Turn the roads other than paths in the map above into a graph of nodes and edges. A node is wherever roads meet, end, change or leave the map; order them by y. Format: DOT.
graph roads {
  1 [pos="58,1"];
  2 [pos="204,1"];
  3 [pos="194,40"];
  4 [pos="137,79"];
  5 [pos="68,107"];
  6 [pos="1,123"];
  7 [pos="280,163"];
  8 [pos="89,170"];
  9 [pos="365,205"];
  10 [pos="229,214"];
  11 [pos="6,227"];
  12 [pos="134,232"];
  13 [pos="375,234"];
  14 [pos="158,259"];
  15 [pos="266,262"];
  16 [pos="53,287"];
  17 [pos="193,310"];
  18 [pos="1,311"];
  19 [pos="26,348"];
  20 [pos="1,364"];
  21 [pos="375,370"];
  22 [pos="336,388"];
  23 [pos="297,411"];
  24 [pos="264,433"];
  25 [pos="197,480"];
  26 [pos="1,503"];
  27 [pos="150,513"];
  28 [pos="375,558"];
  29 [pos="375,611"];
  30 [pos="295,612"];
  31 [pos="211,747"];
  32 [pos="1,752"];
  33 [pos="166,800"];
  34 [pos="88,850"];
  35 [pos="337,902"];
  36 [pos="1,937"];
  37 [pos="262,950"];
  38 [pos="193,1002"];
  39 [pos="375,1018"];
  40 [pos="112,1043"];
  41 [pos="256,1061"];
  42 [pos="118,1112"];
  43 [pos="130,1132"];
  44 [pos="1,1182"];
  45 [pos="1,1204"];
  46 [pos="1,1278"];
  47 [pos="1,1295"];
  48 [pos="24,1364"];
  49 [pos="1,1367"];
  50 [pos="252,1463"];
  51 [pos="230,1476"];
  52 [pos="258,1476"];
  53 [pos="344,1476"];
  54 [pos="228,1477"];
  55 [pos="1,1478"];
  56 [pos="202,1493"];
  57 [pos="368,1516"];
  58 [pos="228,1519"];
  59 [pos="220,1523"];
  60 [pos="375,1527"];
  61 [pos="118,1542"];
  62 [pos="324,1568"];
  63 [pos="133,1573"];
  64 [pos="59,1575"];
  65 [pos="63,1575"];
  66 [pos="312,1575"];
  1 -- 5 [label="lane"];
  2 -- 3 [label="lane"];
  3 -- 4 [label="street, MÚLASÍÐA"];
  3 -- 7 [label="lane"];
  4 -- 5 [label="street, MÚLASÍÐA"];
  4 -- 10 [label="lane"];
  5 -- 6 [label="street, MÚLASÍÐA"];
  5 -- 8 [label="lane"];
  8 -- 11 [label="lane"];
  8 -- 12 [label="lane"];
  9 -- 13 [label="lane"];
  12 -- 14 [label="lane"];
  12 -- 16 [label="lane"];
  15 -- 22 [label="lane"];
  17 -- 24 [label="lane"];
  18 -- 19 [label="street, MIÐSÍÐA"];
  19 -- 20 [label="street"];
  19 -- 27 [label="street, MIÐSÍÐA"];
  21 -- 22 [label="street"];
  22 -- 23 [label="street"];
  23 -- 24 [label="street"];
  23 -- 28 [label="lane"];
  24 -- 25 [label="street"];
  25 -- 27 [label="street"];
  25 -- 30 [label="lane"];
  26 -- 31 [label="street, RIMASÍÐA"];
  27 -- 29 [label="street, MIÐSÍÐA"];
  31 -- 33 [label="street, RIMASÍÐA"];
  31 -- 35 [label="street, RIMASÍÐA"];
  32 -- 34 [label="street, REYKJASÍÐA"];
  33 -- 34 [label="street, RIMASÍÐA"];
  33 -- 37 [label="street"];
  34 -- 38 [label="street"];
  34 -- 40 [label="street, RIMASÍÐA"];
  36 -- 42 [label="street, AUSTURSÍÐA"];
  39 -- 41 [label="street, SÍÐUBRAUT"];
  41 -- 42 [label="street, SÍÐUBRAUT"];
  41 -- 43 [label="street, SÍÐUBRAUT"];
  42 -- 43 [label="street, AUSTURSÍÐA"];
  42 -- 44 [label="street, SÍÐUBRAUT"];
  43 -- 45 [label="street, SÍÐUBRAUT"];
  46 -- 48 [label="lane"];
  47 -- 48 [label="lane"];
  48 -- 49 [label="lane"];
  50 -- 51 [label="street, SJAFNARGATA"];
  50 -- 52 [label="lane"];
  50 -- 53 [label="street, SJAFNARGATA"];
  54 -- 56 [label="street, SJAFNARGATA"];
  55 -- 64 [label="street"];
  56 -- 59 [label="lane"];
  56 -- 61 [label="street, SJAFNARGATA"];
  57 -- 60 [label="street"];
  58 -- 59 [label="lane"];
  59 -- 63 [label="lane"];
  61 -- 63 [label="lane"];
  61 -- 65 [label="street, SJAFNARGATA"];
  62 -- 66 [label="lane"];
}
****************
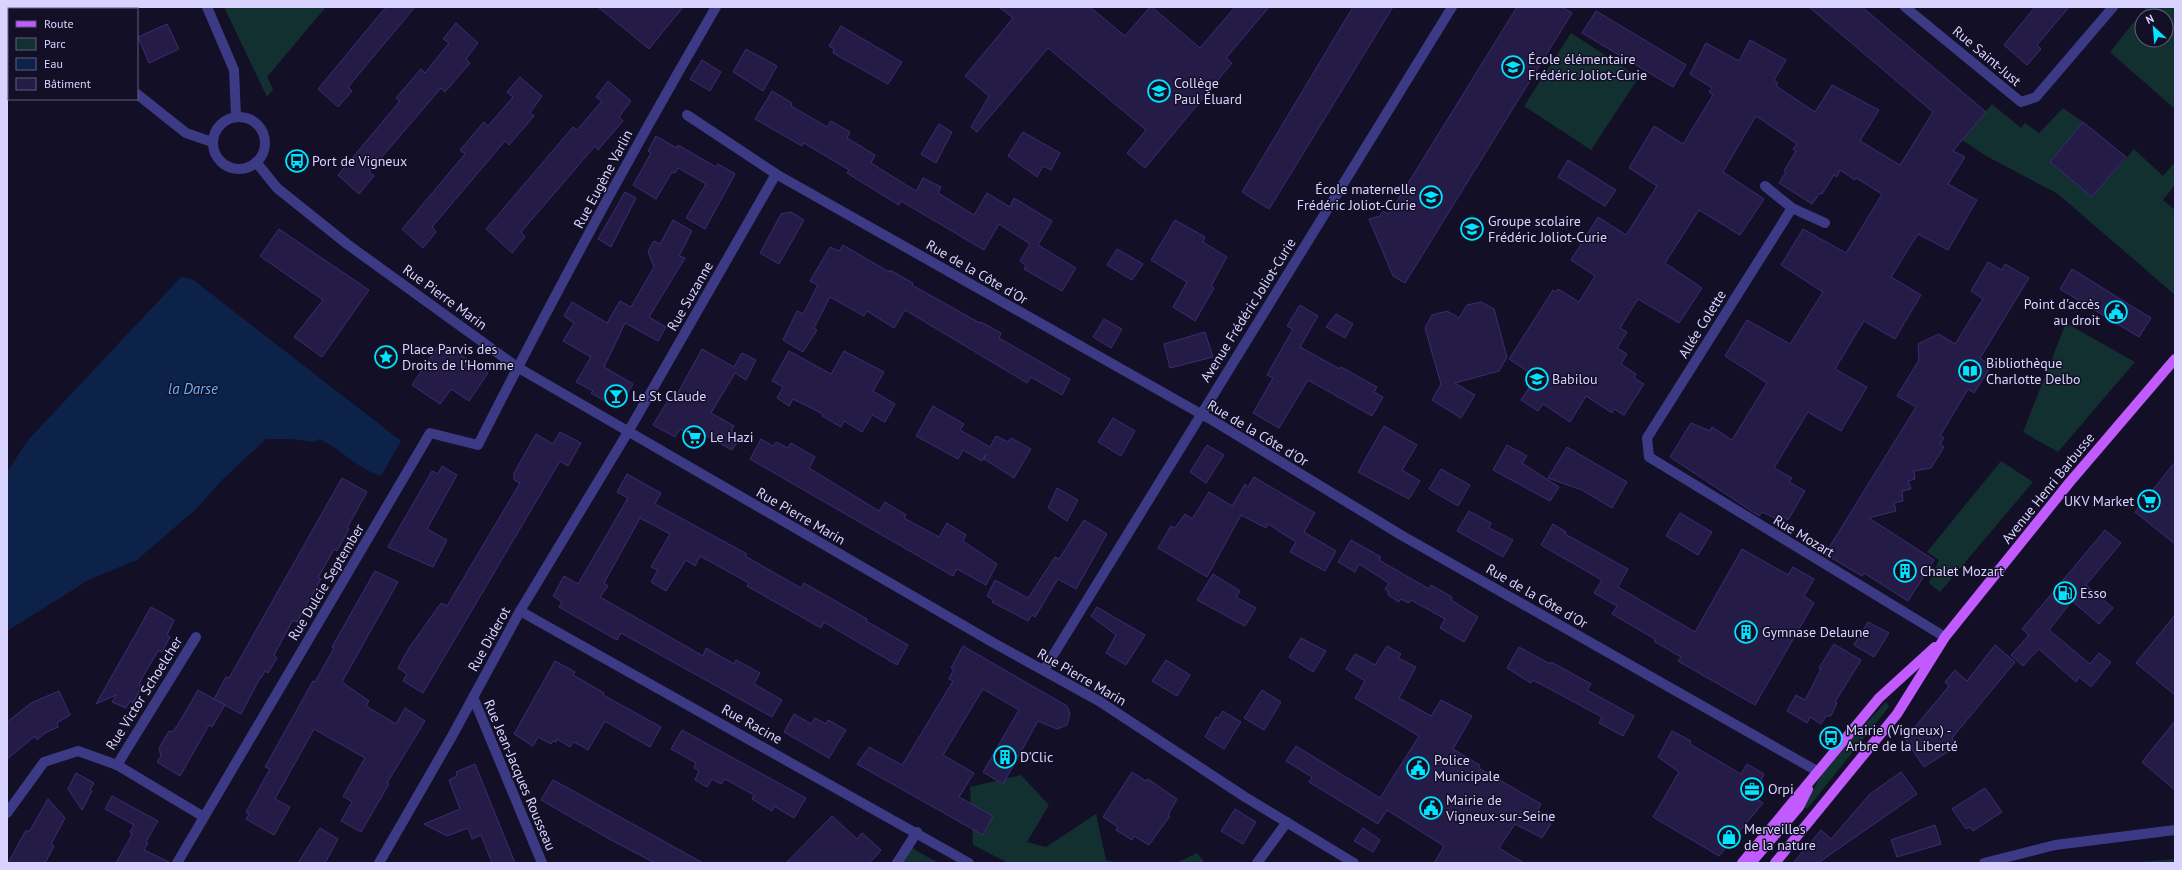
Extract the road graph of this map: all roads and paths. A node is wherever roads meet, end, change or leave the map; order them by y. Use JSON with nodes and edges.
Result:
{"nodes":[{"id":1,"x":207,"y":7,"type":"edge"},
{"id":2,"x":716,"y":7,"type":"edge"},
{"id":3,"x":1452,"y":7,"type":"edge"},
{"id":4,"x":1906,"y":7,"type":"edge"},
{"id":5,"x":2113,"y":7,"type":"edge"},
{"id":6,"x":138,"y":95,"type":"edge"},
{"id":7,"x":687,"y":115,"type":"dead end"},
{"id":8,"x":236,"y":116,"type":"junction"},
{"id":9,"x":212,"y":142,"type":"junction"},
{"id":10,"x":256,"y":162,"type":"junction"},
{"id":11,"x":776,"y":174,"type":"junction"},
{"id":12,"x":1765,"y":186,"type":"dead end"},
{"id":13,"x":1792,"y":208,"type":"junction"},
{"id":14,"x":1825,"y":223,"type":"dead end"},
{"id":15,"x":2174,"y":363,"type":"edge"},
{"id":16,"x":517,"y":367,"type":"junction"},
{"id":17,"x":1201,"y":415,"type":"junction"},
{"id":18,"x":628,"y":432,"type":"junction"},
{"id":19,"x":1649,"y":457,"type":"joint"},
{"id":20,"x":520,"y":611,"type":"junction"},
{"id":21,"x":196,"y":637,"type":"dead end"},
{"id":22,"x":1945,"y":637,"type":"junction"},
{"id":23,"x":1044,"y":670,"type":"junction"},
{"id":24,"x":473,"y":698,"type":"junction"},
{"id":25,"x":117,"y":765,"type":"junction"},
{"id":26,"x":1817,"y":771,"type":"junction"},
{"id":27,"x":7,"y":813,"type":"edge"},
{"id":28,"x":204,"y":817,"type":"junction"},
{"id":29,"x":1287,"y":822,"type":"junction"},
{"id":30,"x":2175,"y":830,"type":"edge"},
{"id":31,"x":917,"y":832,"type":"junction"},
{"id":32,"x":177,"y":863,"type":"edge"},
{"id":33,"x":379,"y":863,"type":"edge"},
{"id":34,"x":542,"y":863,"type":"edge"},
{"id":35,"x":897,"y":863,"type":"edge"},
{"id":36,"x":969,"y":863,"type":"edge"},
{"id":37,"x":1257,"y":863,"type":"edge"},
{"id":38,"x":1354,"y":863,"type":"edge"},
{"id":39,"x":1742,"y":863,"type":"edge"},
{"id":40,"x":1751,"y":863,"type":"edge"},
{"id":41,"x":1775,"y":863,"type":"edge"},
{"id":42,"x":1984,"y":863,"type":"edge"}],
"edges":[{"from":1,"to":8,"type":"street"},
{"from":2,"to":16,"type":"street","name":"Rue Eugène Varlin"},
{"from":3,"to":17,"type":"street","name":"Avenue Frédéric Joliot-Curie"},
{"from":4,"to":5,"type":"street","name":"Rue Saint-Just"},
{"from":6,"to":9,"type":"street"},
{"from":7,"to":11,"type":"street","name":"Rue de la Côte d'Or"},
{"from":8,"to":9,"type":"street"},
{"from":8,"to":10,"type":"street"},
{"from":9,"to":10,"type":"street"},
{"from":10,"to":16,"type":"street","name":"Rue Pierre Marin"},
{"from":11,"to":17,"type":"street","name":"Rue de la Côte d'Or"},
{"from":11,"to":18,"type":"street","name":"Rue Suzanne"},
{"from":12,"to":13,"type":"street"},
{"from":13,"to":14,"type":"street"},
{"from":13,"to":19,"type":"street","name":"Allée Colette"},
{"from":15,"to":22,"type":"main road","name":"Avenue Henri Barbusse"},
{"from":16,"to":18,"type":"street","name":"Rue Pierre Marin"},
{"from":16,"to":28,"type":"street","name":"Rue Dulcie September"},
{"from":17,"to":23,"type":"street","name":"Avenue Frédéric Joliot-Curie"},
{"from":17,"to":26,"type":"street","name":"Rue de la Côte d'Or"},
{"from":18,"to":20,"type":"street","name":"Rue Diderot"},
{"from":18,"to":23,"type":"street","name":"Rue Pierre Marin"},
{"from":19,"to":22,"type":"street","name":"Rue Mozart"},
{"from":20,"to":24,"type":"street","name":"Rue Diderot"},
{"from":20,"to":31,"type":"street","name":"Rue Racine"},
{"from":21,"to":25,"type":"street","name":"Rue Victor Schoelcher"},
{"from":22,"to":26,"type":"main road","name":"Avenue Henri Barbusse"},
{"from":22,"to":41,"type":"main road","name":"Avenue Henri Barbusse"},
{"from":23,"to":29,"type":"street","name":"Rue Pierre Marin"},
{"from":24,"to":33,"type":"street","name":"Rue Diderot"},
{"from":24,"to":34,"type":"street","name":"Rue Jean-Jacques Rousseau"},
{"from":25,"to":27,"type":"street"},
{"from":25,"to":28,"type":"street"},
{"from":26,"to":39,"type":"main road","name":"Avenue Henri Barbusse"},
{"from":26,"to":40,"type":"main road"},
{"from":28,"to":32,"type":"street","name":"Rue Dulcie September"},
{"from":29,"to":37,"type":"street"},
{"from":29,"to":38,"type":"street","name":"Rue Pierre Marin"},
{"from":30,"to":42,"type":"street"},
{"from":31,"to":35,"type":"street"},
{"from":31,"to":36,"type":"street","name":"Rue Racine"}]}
****************
What you need to do:
Starting from the records above, filter out all lines except those containing the word "Pierre".

Result for this task:
{"from":10,"to":16,"type":"street","name":"Rue Pierre Marin"},
{"from":16,"to":18,"type":"street","name":"Rue Pierre Marin"},
{"from":18,"to":23,"type":"street","name":"Rue Pierre Marin"},
{"from":23,"to":29,"type":"street","name":"Rue Pierre Marin"},
{"from":29,"to":38,"type":"street","name":"Rue Pierre Marin"},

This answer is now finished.